--- Records to process Enclosed Below ---

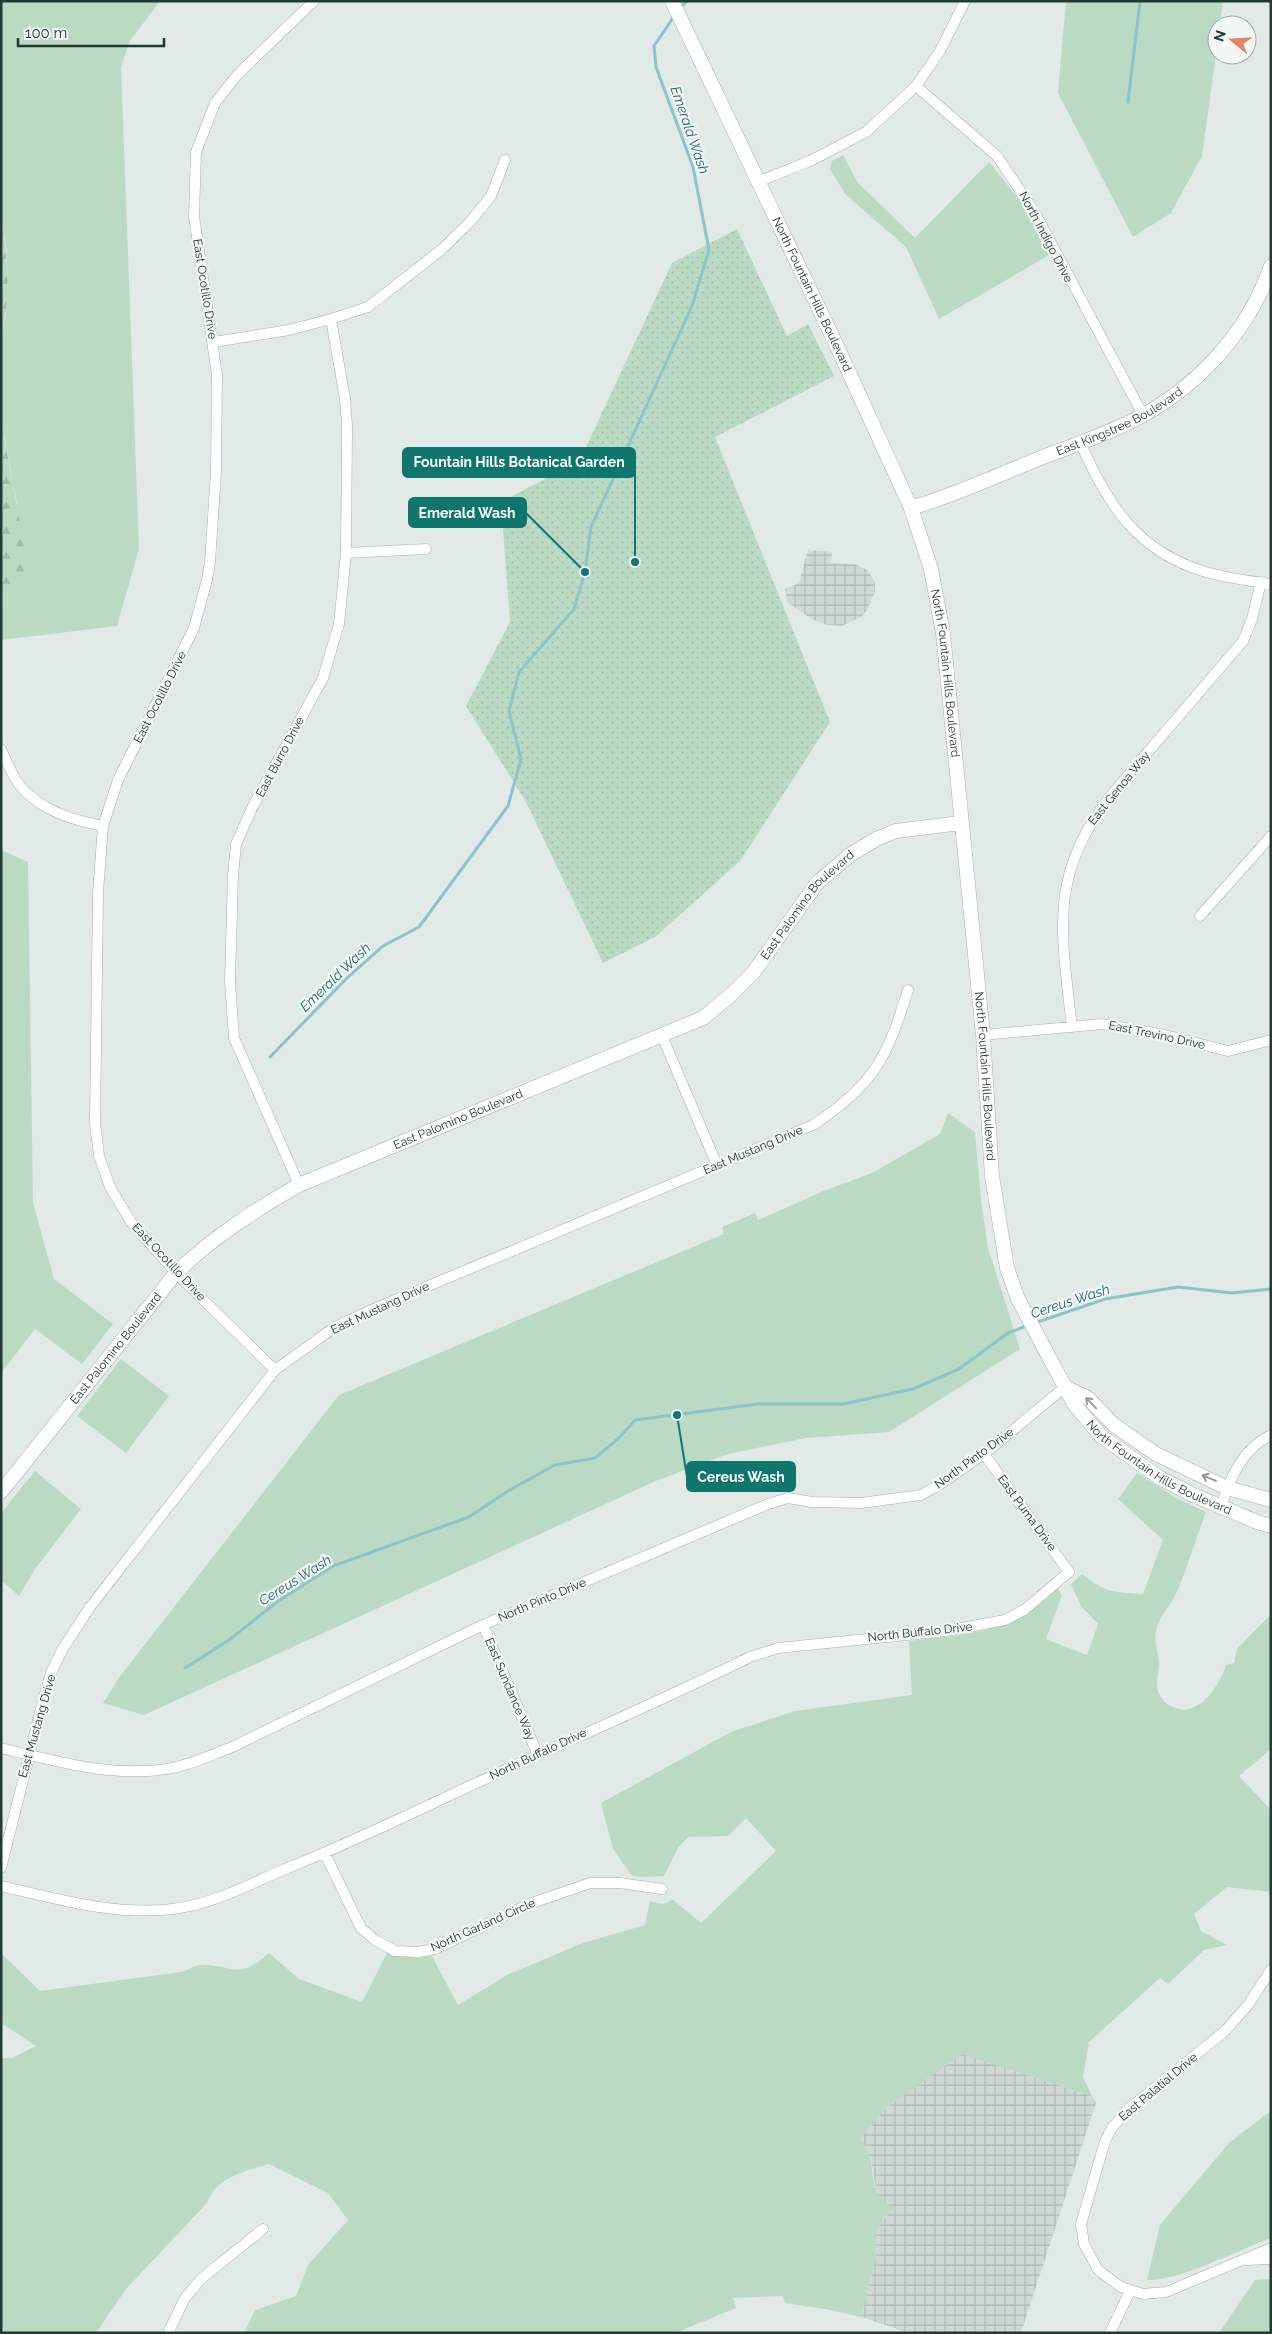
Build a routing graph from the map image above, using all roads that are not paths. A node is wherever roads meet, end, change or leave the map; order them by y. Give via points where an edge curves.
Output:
1 (314, 1) edge
2 (672, 1) edge
3 (965, 1) edge
4 (916, 86) junction
5 (504, 160) dead end
6 (757, 182) junction
7 (1271, 266) edge
8 (331, 319) junction
9 (214, 342) junction
10 (1143, 416) junction
11 (1080, 442) junction
12 (911, 508) junction
13 (426, 549) dead end
14 (346, 553) junction
15 (1266, 583) edge
16 (1, 749) edge
17 (961, 823) junction
18 (103, 826) junction
19 (1271, 836) edge
20 (1200, 916) dead end
21 (908, 990) dead end
22 (1072, 1026) junction
23 (983, 1035) junction
24 (662, 1036) junction
25 (1271, 1040) edge
26 (717, 1165) junction
27 (299, 1185) junction
28 (176, 1273) junction
29 (275, 1370) junction
30 (1065, 1387) junction
31 (1271, 1435) edge
32 (984, 1454) junction
33 (1227, 1488) junction
34 (1, 1492) edge
35 (1271, 1500) edge
36 (1221, 1507) junction
37 (1271, 1526) edge
38 (1069, 1572) joint
39 (483, 1625) junction
40 (1, 1748) edge
41 (537, 1753) junction
42 (28, 1754) junction
43 (325, 1854) junction
44 (1, 1868) edge
45 (1, 1886) edge
46 (662, 1889) dead end
47 (1271, 1970) edge
48 (263, 2229) dead end
49 (1271, 2248) edge
50 (1271, 2259) edge
51 (1245, 2260) junction
52 (1130, 2291) junction
53 (168, 2333) edge
54 (1110, 2333) edge

1 - 9 street, East Ocotillo Drive via 238,74 215,103 196,152 194,216
2 - 6 main road, North Fountain Hills Boulevard
3 - 4 street via 940,51
4 - 6 street via 866,132 810,161
4 - 10 street, North Indigo Drive via 997,156 1015,180
5 - 8 street via 491,196 441,250 368,306
6 - 12 main road, North Fountain Hills Boulevard
7 - 10 main road, East Kingstree Boulevard via 1254,305 1222,351 1171,398
8 - 9 street via 289,330
8 - 14 street, East Burro Drive via 347,426
9 - 18 street, East Ocotillo Drive via 216,472 205,589 194,628 118,780
10 - 11 main road, East Kingstree Boulevard
11 - 12 main road, East Kingstree Boulevard
11 - 15 street via 1107,498 1147,542 1170,557 1206,572
12 - 17 main road, North Fountain Hills Boulevard via 937,594
13 - 14 street
14 - 27 street, East Burro Drive via 339,624 323,678 236,844 233,875 230,982 234,1038
15 - 22 street, East Genoa Way via 1243,641 1098,812 1078,846 1066,882 1063,911
16 - 18 street via 21,787 34,798 61,816
17 - 23 main road, North Fountain Hills Boulevard
17 - 24 main road, East Palomino Boulevard via 896,831 850,855 817,883 753,973 732,994 703,1018
18 - 28 street, East Ocotillo Drive via 97,952 95,1123 99,1156 110,1187 131,1222
19 - 20 street
21 - 26 street, East Mustang Drive via 887,1050 856,1093 813,1125
22 - 23 street, East Trevino Drive
22 - 25 street, East Trevino Drive via 1102,1024 1228,1051
23 - 30 main road, North Fountain Hills Boulevard via 992,1176 1007,1268 1018,1299
24 - 26 street
24 - 27 main road, East Palomino Boulevard
26 - 29 street, East Mustang Drive via 371,1310 335,1327
27 - 28 main road, East Palomino Boulevard via 245,1217 195,1254
28 - 29 street, East Ocotillo Drive
28 - 34 main road, East Palomino Boulevard
29 - 42 street, East Mustang Drive via 74,1629 51,1673
30 - 32 street, North Pinto Drive
33 -> 30 main road, North Fountain Hills Boulevard via 1156,1454 1114,1425 1088,1398
30 - 36 main road, North Fountain Hills Boulevard via 1074,1404 1101,1436 1160,1478
31 - 33 street via 1257,1441 1242,1457
32 - 38 street, East Puma Drive
32 - 39 street, North Pinto Drive via 920,1495 862,1504 788,1498 768,1504
33 - 35 main road, North Fountain Hills Boulevard
33 - 36 street
36 - 37 main road, North Fountain Hills Boulevard
38 - 41 street, North Buffalo Drive via 1024,1610 1005,1620 946,1631 778,1648 750,1657
39 - 41 street, East Sundance Way
39 - 42 street, North Pinto Drive via 230,1748 172,1768 123,1770 84,1767
40 - 42 street, North Pinto Drive
41 - 43 street, North Buffalo Drive
42 - 44 street, East Mustang Drive
43 - 45 street, North Buffalo Drive via 224,1897 154,1911 94,1907
43 - 46 street, North Garland Circle via 361,1928 395,1951 435,1949 529,1904 590,1883
47 - 52 street, East Palatial Drive via 1248,2005 1225,2031 1126,2111 1105,2141 1082,2217 1081,2232 1098,2270 1113,2283
48 - 53 street via 201,2279 185,2298
49 - 51 street, East Palatial Drive
50 - 51 street, East Palatial Drive
51 - 52 street, East Palatial Drive via 1166,2292 1150,2295
52 - 54 street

--- End of Enclosed Records to process ---

**Work request:**
Please reproduce each entry exactly as given and omit the pictures.

**Response to this exercise:**
Build a routing graph from the map image above, using all roads that are not paths. A node is wherever roads meet, end, change or leave the map; order them by y. Give via points where an edge curves.
Output:
1 (314, 1) edge
2 (672, 1) edge
3 (965, 1) edge
4 (916, 86) junction
5 (504, 160) dead end
6 (757, 182) junction
7 (1271, 266) edge
8 (331, 319) junction
9 (214, 342) junction
10 (1143, 416) junction
11 (1080, 442) junction
12 (911, 508) junction
13 (426, 549) dead end
14 (346, 553) junction
15 (1266, 583) edge
16 (1, 749) edge
17 (961, 823) junction
18 (103, 826) junction
19 (1271, 836) edge
20 (1200, 916) dead end
21 (908, 990) dead end
22 (1072, 1026) junction
23 (983, 1035) junction
24 (662, 1036) junction
25 (1271, 1040) edge
26 (717, 1165) junction
27 (299, 1185) junction
28 (176, 1273) junction
29 (275, 1370) junction
30 (1065, 1387) junction
31 (1271, 1435) edge
32 (984, 1454) junction
33 (1227, 1488) junction
34 (1, 1492) edge
35 (1271, 1500) edge
36 (1221, 1507) junction
37 (1271, 1526) edge
38 (1069, 1572) joint
39 (483, 1625) junction
40 (1, 1748) edge
41 (537, 1753) junction
42 (28, 1754) junction
43 (325, 1854) junction
44 (1, 1868) edge
45 (1, 1886) edge
46 (662, 1889) dead end
47 (1271, 1970) edge
48 (263, 2229) dead end
49 (1271, 2248) edge
50 (1271, 2259) edge
51 (1245, 2260) junction
52 (1130, 2291) junction
53 (168, 2333) edge
54 (1110, 2333) edge

1 - 9 street, East Ocotillo Drive via 238,74 215,103 196,152 194,216
2 - 6 main road, North Fountain Hills Boulevard
3 - 4 street via 940,51
4 - 6 street via 866,132 810,161
4 - 10 street, North Indigo Drive via 997,156 1015,180
5 - 8 street via 491,196 441,250 368,306
6 - 12 main road, North Fountain Hills Boulevard
7 - 10 main road, East Kingstree Boulevard via 1254,305 1222,351 1171,398
8 - 9 street via 289,330
8 - 14 street, East Burro Drive via 347,426
9 - 18 street, East Ocotillo Drive via 216,472 205,589 194,628 118,780
10 - 11 main road, East Kingstree Boulevard
11 - 12 main road, East Kingstree Boulevard
11 - 15 street via 1107,498 1147,542 1170,557 1206,572
12 - 17 main road, North Fountain Hills Boulevard via 937,594
13 - 14 street
14 - 27 street, East Burro Drive via 339,624 323,678 236,844 233,875 230,982 234,1038
15 - 22 street, East Genoa Way via 1243,641 1098,812 1078,846 1066,882 1063,911
16 - 18 street via 21,787 34,798 61,816
17 - 23 main road, North Fountain Hills Boulevard
17 - 24 main road, East Palomino Boulevard via 896,831 850,855 817,883 753,973 732,994 703,1018
18 - 28 street, East Ocotillo Drive via 97,952 95,1123 99,1156 110,1187 131,1222
19 - 20 street
21 - 26 street, East Mustang Drive via 887,1050 856,1093 813,1125
22 - 23 street, East Trevino Drive
22 - 25 street, East Trevino Drive via 1102,1024 1228,1051
23 - 30 main road, North Fountain Hills Boulevard via 992,1176 1007,1268 1018,1299
24 - 26 street
24 - 27 main road, East Palomino Boulevard
26 - 29 street, East Mustang Drive via 371,1310 335,1327
27 - 28 main road, East Palomino Boulevard via 245,1217 195,1254
28 - 29 street, East Ocotillo Drive
28 - 34 main road, East Palomino Boulevard
29 - 42 street, East Mustang Drive via 74,1629 51,1673
30 - 32 street, North Pinto Drive
33 -> 30 main road, North Fountain Hills Boulevard via 1156,1454 1114,1425 1088,1398
30 - 36 main road, North Fountain Hills Boulevard via 1074,1404 1101,1436 1160,1478
31 - 33 street via 1257,1441 1242,1457
32 - 38 street, East Puma Drive
32 - 39 street, North Pinto Drive via 920,1495 862,1504 788,1498 768,1504
33 - 35 main road, North Fountain Hills Boulevard
33 - 36 street
36 - 37 main road, North Fountain Hills Boulevard
38 - 41 street, North Buffalo Drive via 1024,1610 1005,1620 946,1631 778,1648 750,1657
39 - 41 street, East Sundance Way
39 - 42 street, North Pinto Drive via 230,1748 172,1768 123,1770 84,1767
40 - 42 street, North Pinto Drive
41 - 43 street, North Buffalo Drive
42 - 44 street, East Mustang Drive
43 - 45 street, North Buffalo Drive via 224,1897 154,1911 94,1907
43 - 46 street, North Garland Circle via 361,1928 395,1951 435,1949 529,1904 590,1883
47 - 52 street, East Palatial Drive via 1248,2005 1225,2031 1126,2111 1105,2141 1082,2217 1081,2232 1098,2270 1113,2283
48 - 53 street via 201,2279 185,2298
49 - 51 street, East Palatial Drive
50 - 51 street, East Palatial Drive
51 - 52 street, East Palatial Drive via 1166,2292 1150,2295
52 - 54 street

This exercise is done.